Collected data entries:
════

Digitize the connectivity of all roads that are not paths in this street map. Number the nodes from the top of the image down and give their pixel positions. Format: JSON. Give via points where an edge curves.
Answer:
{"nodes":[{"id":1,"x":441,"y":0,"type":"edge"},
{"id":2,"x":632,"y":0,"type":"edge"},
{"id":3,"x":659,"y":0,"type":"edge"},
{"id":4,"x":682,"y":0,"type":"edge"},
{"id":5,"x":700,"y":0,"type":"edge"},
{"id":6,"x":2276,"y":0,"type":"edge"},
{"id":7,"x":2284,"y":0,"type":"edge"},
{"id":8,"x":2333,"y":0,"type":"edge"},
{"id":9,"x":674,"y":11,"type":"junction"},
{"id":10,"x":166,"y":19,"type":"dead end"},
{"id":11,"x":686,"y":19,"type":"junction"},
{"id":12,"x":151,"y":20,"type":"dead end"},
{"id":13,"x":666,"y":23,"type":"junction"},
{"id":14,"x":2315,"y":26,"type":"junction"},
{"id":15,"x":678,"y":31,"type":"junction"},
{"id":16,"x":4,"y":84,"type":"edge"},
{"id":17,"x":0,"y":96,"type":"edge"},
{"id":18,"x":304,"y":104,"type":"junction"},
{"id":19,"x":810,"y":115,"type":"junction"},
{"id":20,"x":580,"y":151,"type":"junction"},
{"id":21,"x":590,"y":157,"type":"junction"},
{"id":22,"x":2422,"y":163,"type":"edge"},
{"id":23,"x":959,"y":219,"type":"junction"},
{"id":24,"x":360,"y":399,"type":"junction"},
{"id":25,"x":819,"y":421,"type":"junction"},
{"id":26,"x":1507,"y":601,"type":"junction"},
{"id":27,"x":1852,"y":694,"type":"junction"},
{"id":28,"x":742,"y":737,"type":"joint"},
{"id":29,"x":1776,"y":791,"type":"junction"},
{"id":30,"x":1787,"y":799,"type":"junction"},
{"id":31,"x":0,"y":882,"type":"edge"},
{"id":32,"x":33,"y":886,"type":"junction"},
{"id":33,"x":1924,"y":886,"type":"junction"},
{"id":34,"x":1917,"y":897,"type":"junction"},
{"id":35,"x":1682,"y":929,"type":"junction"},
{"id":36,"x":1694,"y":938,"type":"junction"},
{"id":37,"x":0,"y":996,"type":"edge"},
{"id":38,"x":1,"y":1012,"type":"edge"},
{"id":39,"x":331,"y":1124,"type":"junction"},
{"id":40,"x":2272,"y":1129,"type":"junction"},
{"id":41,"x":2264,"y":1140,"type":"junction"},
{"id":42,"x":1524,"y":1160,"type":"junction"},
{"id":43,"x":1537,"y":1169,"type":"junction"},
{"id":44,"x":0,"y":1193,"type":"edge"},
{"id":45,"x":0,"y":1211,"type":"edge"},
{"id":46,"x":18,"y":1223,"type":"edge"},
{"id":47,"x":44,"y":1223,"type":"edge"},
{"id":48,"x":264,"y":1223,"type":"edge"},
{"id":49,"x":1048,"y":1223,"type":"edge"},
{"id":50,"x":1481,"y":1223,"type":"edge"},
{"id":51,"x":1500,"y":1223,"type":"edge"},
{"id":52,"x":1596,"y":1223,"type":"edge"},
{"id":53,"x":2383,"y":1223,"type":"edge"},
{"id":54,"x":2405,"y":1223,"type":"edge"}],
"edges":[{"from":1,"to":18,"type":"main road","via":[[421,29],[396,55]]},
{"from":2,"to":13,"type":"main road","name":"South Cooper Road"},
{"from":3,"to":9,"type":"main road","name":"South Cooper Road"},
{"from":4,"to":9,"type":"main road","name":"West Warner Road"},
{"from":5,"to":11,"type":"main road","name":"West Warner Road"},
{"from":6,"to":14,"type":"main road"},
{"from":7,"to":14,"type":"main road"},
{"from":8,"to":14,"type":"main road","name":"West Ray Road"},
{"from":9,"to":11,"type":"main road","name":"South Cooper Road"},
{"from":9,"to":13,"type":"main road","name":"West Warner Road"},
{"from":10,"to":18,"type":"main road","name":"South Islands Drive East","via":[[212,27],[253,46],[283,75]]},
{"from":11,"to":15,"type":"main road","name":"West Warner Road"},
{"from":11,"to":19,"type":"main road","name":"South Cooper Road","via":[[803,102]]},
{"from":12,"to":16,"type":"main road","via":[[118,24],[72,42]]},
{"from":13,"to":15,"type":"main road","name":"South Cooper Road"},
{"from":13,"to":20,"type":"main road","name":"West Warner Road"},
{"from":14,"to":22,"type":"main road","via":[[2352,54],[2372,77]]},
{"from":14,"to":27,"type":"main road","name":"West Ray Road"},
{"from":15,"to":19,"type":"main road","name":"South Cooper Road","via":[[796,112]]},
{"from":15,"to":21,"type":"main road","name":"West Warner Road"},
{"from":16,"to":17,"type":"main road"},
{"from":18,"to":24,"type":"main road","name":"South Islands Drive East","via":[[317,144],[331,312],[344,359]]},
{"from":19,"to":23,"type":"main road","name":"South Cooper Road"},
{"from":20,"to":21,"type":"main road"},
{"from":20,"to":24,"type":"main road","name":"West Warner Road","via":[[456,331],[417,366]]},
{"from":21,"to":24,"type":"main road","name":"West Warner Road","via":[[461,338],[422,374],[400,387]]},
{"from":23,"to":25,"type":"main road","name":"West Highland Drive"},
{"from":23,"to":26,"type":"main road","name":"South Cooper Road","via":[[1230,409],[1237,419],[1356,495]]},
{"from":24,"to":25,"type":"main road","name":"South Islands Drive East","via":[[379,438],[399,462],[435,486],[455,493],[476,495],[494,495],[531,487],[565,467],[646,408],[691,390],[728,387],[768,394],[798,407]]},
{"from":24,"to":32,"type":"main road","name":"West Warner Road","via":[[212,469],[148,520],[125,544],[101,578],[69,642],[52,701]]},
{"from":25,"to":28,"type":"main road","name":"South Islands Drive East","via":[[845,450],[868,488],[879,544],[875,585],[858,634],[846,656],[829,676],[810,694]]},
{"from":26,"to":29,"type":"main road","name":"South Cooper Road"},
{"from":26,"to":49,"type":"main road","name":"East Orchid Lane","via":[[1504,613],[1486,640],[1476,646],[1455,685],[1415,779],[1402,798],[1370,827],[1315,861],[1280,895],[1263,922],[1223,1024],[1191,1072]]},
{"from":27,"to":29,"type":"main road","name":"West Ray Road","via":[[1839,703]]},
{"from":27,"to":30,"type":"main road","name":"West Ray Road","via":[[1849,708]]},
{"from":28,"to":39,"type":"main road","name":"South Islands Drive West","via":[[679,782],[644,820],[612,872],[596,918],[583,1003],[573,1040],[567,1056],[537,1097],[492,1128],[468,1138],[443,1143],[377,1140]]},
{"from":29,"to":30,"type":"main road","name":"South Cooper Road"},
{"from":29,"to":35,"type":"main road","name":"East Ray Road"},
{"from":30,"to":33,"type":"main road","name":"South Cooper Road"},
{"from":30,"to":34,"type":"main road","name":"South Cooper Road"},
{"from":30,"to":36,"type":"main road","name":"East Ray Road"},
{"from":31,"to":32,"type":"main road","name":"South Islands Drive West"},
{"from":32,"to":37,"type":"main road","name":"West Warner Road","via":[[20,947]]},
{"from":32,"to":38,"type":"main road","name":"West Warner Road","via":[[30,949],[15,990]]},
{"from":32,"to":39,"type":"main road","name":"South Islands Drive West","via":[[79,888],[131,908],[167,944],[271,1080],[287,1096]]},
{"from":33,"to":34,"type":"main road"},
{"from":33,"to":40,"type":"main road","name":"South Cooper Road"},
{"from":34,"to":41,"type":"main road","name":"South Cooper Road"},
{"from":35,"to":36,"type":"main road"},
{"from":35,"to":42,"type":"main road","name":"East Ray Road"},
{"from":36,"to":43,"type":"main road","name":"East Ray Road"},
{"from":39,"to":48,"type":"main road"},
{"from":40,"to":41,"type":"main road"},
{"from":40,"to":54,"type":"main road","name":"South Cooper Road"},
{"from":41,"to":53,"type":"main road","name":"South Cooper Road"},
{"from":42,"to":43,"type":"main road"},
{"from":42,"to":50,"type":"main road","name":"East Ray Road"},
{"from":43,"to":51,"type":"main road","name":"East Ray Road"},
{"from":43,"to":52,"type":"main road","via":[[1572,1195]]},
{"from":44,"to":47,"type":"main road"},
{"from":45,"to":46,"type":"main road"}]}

════

PROBLEM TO WORK ON:
The total wanted is the number of lines in the entries above that contain "nodes". Give it alone.

RESPONSE:
2